Top of Exercise materials

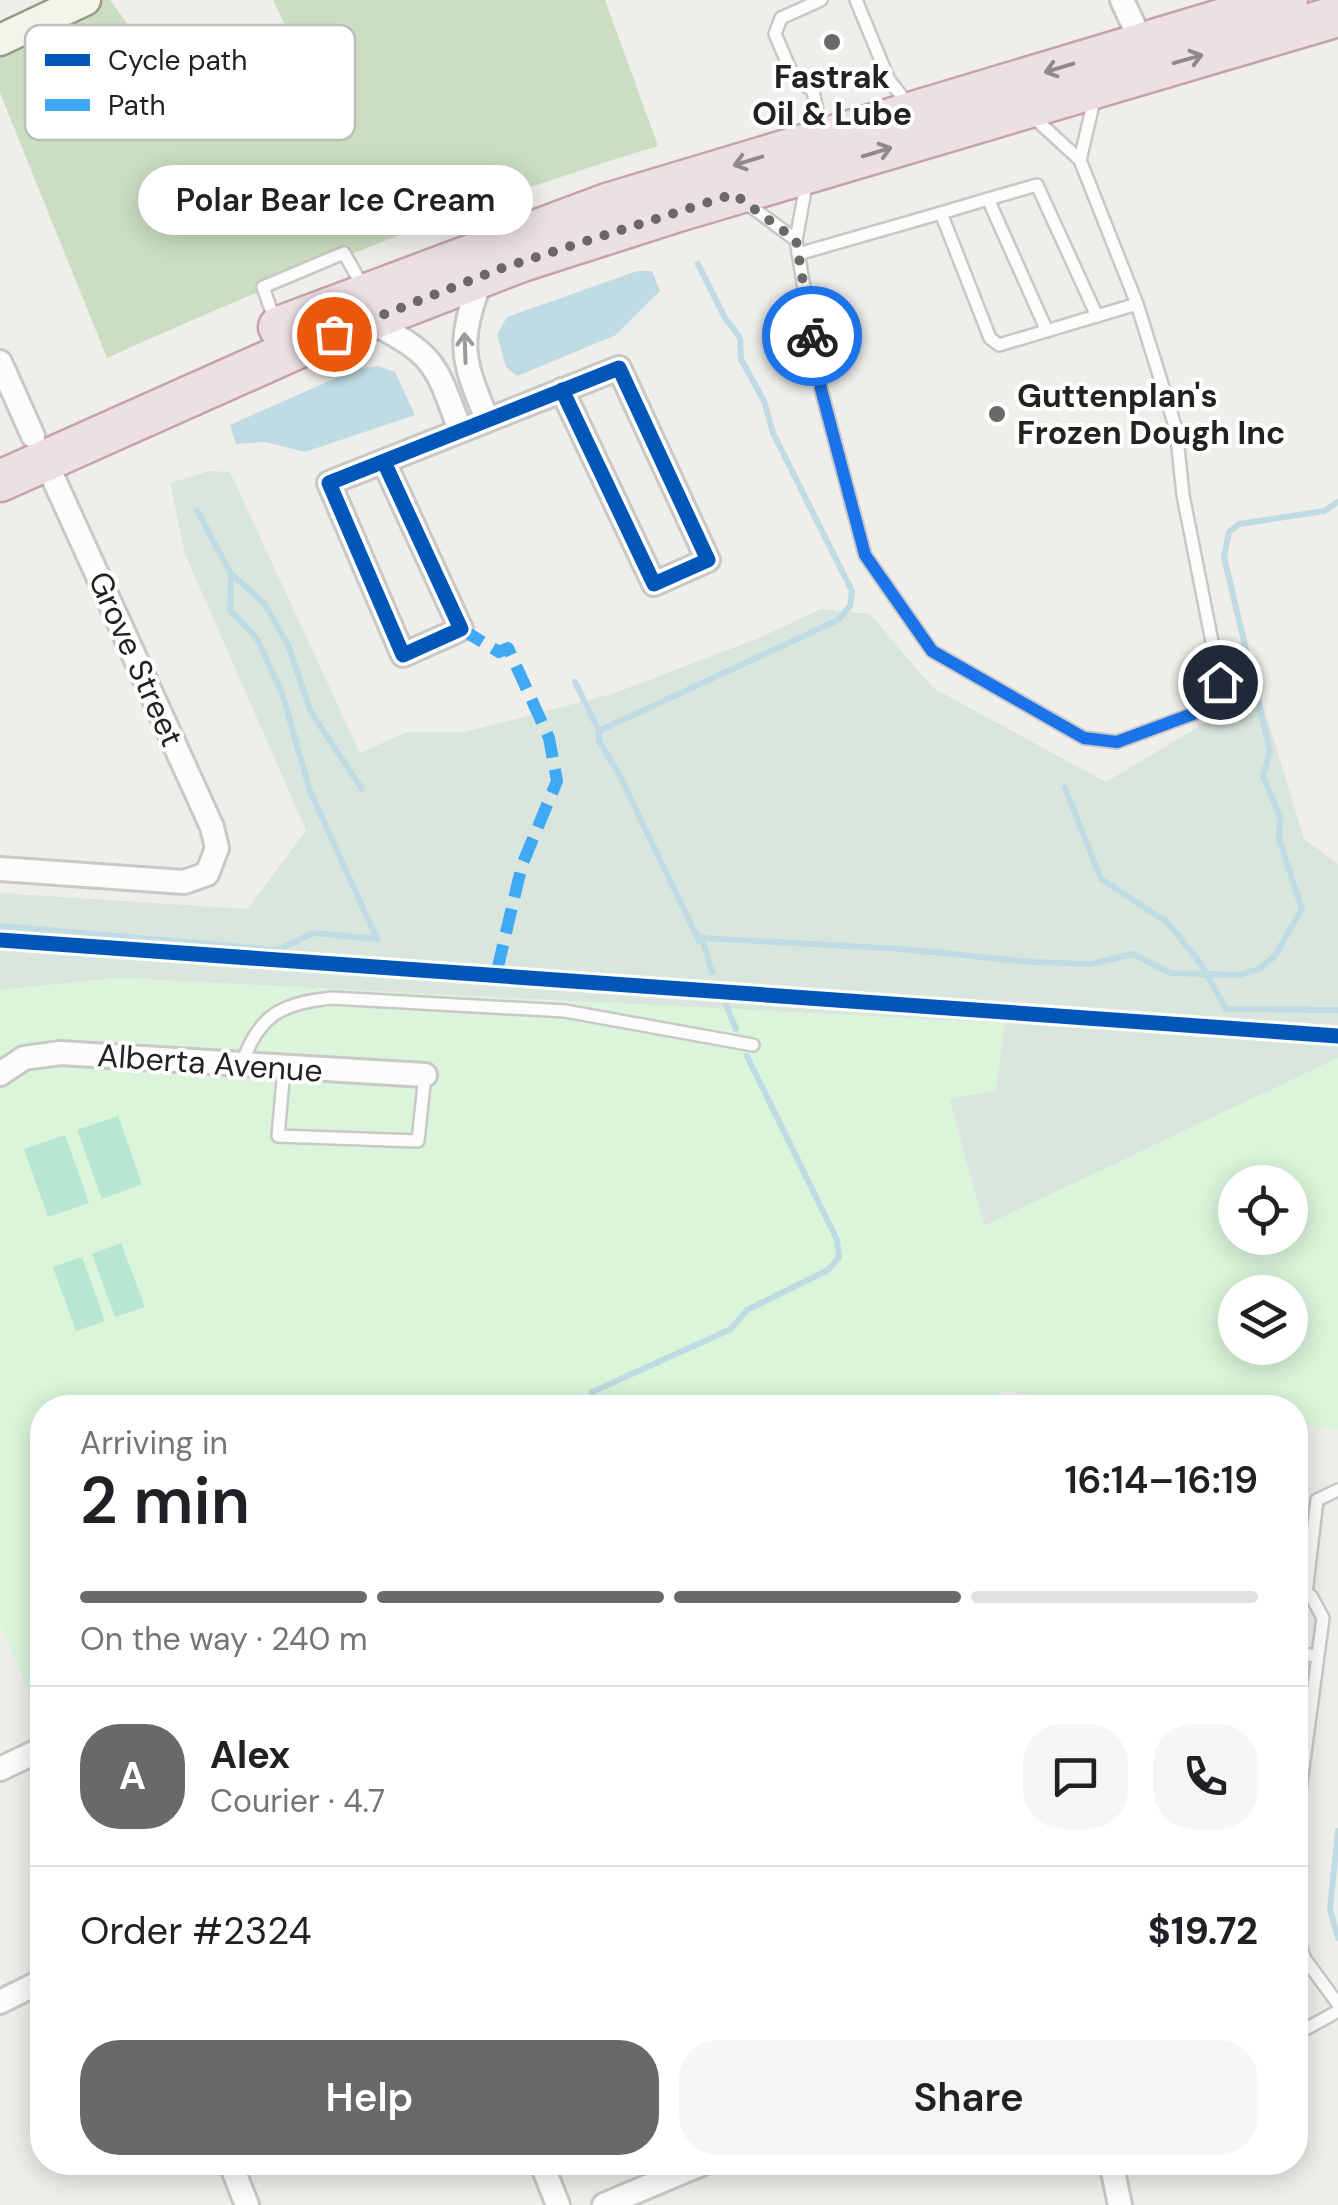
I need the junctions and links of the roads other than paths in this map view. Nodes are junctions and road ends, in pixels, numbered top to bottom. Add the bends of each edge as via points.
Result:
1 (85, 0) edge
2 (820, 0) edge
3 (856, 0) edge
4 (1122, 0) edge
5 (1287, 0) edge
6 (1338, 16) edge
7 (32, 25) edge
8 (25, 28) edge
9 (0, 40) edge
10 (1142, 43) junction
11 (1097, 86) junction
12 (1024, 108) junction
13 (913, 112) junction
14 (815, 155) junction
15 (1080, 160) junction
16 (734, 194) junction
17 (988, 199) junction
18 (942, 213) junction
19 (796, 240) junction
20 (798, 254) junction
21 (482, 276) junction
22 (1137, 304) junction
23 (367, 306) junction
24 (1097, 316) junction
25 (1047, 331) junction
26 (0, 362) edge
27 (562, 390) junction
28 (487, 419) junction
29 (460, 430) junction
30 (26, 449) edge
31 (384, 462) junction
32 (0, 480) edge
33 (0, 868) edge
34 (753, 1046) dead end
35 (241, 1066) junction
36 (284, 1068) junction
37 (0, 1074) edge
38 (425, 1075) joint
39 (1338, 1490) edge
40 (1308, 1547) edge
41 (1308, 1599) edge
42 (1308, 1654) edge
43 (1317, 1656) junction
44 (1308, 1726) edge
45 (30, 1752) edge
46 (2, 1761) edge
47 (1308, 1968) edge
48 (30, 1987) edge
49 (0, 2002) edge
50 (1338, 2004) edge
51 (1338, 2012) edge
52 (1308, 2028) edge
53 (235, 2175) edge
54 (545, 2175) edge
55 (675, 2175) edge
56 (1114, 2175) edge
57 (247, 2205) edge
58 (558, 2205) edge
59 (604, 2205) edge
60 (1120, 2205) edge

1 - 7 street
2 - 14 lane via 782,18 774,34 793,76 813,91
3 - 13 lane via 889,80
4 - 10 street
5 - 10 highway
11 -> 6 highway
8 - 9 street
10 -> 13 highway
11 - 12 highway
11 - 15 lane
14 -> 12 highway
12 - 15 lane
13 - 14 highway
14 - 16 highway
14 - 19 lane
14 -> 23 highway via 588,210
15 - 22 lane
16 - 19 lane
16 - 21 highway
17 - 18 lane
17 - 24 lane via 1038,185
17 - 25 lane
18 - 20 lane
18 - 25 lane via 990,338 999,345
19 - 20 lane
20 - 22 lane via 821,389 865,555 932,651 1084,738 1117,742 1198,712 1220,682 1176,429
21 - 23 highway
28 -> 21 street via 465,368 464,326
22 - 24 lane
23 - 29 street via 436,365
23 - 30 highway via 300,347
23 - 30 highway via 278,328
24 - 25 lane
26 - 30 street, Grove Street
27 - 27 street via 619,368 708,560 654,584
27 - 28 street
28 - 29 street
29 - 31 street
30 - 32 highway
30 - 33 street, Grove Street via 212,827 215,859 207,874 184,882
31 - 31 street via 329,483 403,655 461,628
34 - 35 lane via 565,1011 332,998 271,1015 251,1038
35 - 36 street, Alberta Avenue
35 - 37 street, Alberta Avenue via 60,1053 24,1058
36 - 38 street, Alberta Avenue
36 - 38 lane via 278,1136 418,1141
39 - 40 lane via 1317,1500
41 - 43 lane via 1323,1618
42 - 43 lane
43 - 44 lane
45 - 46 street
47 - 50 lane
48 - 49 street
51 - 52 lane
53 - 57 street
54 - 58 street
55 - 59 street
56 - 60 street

Bottom of Exercise materials

## Task details
Working from the entries above, filter out every line that lacks "Avenue" and copy what remains.

## Response to this exercise
35 - 36 street, Alberta Avenue
35 - 37 street, Alberta Avenue via 60,1053 24,1058
36 - 38 street, Alberta Avenue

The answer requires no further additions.